U.S. researchers have developed a model to help predict a drug's tendency to cause fetal malformations when taken by a pregnant woman.
Researchers in the Children's Hospital Boston Informatics Program developed a preclinical model for predicting a drug's teratogenicity -- its ability to create birth defects -- based on characterizing the genes that it targets.
Dr. Asher Schachter and Dr. Isaac Kohane crunched databases to identify genes involved in biological processes related to fetal development, by looking for terms such as "genesis," "develop," "differentiate" or "growth." Based on the developmental gene profile, the researchers created a model that showed 79 percent accuracy in predicting whether a drug would be in Class A -- safest -- or Class X -- known teratogen.

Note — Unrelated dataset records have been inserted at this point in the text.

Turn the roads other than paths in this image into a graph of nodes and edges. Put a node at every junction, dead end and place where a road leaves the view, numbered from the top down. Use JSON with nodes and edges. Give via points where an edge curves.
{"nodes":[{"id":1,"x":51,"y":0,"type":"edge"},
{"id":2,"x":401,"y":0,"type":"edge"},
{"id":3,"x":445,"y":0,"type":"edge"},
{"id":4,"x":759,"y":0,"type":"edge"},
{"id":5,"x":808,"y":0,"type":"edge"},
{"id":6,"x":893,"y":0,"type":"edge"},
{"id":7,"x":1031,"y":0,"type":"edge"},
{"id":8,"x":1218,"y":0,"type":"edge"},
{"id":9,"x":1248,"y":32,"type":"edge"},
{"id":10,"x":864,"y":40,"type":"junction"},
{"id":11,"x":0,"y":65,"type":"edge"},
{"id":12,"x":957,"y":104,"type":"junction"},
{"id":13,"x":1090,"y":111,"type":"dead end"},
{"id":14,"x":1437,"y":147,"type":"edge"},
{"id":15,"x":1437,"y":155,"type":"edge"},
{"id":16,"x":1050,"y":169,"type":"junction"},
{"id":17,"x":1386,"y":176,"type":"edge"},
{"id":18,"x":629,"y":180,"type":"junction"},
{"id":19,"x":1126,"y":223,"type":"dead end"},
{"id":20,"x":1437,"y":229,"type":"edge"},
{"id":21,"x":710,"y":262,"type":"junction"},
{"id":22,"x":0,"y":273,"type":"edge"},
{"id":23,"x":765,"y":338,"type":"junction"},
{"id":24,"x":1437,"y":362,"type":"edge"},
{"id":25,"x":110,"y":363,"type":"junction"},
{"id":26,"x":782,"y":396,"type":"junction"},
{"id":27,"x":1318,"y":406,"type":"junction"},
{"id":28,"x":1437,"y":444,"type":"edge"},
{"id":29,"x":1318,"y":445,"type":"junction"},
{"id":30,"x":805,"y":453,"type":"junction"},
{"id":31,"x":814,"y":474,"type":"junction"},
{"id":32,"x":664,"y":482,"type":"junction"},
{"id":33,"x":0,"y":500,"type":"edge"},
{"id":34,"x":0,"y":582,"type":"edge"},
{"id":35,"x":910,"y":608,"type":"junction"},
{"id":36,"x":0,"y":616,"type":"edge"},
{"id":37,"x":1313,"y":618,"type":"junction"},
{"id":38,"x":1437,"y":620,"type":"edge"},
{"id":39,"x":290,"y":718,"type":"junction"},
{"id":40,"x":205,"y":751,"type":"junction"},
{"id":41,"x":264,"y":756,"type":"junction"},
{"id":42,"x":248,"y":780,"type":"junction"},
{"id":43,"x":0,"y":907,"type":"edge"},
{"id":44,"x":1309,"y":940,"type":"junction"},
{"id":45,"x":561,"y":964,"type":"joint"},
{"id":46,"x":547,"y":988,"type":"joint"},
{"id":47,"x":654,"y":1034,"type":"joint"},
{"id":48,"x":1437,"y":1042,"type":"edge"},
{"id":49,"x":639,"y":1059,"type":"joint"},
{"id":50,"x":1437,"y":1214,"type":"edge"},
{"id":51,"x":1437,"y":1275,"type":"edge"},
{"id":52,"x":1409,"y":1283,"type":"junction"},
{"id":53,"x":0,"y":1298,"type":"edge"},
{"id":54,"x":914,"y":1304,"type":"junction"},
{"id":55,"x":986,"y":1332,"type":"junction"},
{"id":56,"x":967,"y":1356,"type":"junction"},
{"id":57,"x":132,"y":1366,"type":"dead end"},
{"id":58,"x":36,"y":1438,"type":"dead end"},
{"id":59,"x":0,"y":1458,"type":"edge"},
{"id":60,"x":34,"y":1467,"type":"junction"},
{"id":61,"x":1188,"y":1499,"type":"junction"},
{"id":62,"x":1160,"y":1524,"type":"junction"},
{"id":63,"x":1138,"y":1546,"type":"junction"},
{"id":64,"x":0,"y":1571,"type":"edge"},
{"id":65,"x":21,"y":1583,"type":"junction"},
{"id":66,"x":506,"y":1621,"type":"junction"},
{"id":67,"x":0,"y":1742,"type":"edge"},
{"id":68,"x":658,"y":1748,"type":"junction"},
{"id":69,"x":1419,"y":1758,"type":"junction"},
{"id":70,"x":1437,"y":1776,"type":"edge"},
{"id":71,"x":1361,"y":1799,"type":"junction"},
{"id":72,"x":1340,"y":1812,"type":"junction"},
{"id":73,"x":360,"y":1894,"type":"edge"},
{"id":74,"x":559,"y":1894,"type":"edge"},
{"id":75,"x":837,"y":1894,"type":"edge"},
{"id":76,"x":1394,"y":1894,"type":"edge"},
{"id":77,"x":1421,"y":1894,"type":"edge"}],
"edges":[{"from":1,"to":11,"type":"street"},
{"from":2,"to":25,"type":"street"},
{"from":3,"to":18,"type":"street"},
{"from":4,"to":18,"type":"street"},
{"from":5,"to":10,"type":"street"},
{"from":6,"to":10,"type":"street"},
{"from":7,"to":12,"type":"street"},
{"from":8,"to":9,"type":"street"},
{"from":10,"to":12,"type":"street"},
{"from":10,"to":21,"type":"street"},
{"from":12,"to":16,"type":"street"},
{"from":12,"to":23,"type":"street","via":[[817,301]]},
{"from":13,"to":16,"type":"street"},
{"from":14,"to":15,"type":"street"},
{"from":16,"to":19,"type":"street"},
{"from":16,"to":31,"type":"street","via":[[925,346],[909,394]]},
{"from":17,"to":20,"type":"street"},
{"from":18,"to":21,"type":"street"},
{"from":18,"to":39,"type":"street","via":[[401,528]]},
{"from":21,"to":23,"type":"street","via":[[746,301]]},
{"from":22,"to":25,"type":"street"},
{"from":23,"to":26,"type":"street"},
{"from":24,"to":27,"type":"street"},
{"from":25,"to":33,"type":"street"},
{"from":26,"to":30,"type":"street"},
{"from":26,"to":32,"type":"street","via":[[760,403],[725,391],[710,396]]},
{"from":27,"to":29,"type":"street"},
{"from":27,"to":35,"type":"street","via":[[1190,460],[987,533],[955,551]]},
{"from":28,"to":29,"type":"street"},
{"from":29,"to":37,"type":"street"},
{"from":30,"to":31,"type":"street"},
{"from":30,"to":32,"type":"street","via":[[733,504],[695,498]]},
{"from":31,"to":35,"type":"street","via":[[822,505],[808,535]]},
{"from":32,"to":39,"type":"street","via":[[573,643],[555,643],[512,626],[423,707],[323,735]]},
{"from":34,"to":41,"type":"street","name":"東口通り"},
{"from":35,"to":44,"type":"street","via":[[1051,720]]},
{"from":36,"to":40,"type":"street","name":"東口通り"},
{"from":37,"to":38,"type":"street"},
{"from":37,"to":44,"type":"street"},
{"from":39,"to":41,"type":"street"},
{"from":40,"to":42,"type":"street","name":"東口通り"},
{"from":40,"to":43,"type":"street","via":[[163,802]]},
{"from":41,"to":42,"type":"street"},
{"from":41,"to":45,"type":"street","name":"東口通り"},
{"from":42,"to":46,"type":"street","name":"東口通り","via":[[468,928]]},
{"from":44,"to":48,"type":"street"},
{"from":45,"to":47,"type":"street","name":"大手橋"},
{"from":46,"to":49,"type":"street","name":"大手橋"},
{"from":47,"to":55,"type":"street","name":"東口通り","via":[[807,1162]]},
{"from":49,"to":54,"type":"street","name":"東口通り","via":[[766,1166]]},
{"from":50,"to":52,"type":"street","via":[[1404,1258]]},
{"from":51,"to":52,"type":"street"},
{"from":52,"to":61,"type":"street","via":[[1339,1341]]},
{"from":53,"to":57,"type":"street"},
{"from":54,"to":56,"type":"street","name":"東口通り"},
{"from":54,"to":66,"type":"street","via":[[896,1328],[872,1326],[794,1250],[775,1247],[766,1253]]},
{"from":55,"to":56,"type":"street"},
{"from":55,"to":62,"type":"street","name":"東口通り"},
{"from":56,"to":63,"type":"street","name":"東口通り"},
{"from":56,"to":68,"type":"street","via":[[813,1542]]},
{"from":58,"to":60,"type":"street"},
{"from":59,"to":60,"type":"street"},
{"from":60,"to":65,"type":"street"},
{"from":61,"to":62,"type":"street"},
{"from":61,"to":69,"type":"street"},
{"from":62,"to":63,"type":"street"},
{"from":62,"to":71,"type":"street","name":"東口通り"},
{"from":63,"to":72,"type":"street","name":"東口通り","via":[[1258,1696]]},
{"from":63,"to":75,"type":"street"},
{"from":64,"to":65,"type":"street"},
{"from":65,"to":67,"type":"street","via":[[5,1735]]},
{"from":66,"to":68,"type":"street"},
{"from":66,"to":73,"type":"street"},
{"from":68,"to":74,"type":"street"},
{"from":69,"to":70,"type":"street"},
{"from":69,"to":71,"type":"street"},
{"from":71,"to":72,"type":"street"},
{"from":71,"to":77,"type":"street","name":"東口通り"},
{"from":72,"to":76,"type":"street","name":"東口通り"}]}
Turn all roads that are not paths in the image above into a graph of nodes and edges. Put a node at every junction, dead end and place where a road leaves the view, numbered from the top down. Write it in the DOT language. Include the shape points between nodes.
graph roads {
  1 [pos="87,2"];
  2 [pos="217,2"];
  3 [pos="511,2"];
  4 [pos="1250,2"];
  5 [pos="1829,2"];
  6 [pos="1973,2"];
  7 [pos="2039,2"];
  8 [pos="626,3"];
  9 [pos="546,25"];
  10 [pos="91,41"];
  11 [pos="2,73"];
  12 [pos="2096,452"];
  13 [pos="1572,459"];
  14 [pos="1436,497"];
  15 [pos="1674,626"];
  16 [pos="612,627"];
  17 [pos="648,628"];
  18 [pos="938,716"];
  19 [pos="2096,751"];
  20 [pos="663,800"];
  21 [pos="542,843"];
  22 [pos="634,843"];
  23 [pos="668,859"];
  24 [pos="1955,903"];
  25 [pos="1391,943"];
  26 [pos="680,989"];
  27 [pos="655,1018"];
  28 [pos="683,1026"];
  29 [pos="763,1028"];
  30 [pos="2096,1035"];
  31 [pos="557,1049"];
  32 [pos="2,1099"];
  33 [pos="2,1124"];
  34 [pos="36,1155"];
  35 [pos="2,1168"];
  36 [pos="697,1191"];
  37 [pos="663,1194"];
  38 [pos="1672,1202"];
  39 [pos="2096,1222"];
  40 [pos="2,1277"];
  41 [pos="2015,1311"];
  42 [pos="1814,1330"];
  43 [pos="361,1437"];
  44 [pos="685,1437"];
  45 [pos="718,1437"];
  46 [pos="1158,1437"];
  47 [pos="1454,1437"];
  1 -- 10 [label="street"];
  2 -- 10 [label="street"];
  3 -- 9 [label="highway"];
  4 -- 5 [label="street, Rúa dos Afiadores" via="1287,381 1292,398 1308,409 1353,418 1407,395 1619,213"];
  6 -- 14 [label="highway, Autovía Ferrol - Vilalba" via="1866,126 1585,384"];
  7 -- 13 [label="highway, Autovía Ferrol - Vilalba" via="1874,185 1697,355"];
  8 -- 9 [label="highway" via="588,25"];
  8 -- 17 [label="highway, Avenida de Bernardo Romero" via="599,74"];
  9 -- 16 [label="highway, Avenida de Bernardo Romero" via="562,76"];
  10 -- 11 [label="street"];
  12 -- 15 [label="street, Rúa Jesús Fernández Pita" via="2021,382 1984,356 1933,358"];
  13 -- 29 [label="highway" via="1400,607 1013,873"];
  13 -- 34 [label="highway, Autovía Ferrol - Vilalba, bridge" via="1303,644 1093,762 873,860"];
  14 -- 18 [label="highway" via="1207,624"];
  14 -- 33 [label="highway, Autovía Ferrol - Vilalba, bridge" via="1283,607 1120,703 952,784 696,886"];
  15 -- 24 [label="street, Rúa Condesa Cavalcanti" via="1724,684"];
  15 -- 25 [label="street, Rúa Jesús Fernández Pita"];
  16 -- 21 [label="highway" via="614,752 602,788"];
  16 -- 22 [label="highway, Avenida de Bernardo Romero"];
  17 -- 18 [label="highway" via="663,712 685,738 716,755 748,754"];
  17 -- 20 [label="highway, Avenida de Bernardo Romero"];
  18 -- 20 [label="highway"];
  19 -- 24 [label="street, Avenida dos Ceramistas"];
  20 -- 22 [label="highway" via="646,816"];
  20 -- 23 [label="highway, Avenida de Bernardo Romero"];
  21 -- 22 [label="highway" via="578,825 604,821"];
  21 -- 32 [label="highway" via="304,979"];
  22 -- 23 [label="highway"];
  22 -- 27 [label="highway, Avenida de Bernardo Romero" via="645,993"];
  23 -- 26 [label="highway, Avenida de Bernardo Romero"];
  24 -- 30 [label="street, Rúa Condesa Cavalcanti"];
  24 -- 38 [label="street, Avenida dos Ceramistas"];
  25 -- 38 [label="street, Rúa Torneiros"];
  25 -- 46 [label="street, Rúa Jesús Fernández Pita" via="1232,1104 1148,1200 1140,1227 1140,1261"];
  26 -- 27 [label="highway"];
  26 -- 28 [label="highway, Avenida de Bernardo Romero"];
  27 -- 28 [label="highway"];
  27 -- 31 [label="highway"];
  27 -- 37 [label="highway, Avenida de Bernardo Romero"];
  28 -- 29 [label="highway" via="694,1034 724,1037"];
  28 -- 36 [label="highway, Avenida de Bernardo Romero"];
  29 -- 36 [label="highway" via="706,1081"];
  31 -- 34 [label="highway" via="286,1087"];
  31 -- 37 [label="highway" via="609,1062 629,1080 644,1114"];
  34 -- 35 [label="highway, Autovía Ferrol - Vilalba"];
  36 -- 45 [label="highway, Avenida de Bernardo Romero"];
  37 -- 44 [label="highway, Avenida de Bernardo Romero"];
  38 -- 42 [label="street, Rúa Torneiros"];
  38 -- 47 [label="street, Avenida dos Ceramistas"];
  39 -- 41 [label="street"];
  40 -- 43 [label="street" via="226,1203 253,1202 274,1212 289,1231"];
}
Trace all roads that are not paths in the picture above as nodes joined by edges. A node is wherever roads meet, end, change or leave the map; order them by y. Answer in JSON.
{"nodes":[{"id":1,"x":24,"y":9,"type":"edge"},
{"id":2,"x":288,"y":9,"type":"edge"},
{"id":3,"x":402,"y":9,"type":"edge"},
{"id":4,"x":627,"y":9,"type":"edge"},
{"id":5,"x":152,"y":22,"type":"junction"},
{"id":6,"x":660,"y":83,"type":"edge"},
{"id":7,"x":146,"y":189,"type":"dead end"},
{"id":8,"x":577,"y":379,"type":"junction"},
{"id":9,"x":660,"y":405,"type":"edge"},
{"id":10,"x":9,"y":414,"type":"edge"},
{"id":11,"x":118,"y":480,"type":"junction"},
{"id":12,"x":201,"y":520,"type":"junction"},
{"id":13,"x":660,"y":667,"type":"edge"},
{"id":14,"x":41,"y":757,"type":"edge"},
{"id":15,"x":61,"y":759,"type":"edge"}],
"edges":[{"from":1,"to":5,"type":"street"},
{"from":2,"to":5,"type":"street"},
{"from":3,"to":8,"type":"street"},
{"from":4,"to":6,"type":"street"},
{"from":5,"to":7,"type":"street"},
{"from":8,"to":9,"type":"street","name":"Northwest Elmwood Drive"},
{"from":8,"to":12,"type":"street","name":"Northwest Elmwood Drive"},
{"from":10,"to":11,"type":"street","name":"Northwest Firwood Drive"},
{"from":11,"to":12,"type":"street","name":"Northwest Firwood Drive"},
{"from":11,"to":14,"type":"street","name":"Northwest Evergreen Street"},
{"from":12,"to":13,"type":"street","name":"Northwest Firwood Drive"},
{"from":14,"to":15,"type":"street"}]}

For example, the cholesterol-lowering drugs cerivastatin, lovastatin, pravastatin and fluvastatin are all in Class X and all of these drugs targeted very high proportions of high-risk genes -- 98 percent to 100 percent.
Schachter and Kohane applied the model to drugs across all risk classes and the proportion of developmental genes targeted roughly matched the degree of known risk.
"A lot of drugs in the middle of the spectrum may cause subtle defects that we haven't detected," Schachter says in a statement. "We can't provide a yes/no answer, but we found a pattern that can predict which are riskier."
The model allows doctors to tell patients, "This drug targets a ton of genes that are involved in developmental processes," Schachter says.